**Exercise goal**. Search the data for "Talstraße" and copy every matching line.

[Start of section]

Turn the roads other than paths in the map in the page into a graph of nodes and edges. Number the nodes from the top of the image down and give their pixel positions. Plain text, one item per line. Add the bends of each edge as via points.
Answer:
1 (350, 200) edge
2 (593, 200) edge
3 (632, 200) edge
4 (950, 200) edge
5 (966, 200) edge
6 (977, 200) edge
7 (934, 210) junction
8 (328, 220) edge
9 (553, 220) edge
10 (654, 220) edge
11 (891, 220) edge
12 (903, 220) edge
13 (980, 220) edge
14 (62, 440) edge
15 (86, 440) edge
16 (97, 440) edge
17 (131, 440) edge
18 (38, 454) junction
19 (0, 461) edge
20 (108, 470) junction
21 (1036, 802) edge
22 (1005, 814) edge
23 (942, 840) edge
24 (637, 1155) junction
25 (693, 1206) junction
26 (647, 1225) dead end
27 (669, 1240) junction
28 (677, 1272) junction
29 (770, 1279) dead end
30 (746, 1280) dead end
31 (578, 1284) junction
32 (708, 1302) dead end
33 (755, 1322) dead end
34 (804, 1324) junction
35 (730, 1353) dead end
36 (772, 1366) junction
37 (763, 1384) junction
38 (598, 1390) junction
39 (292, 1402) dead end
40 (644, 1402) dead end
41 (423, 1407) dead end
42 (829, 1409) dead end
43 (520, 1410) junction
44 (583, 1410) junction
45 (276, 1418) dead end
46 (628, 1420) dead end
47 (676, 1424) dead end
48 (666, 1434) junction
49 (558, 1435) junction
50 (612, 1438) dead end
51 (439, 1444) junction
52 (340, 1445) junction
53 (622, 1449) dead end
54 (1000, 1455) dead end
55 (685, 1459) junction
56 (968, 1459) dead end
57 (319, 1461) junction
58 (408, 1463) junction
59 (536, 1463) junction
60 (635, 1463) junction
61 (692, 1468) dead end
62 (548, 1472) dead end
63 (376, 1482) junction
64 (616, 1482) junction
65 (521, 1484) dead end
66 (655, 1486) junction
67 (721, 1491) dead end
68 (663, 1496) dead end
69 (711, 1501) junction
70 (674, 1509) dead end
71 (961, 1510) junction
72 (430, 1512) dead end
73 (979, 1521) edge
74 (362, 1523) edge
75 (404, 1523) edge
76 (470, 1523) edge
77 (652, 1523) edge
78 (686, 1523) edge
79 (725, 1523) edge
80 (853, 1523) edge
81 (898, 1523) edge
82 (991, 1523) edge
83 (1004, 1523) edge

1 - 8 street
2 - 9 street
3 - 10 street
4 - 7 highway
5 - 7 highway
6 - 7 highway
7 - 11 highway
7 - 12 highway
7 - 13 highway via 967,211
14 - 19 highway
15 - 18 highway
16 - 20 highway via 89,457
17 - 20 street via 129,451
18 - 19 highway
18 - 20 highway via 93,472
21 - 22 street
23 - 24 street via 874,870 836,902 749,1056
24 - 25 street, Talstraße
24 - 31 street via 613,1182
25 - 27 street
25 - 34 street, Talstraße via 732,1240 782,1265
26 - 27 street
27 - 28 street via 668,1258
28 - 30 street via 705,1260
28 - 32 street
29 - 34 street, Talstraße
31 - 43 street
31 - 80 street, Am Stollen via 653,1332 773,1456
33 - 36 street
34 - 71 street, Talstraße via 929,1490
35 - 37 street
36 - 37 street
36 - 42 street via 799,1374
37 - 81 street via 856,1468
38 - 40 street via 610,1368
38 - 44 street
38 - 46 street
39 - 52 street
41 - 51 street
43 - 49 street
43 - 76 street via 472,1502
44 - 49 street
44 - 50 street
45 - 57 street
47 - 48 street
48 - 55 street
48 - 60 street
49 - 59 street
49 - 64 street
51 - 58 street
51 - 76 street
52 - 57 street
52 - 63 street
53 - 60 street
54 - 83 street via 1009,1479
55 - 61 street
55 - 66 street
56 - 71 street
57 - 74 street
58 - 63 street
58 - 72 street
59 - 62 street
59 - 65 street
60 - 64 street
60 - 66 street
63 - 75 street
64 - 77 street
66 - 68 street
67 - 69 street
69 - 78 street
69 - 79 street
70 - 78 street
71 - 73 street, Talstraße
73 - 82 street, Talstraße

[End of section]

**Result of this exercise**.
24 - 25 street, Talstraße
25 - 34 street, Talstraße via 732,1240 782,1265
29 - 34 street, Talstraße
34 - 71 street, Talstraße via 929,1490
71 - 73 street, Talstraße
73 - 82 street, Talstraße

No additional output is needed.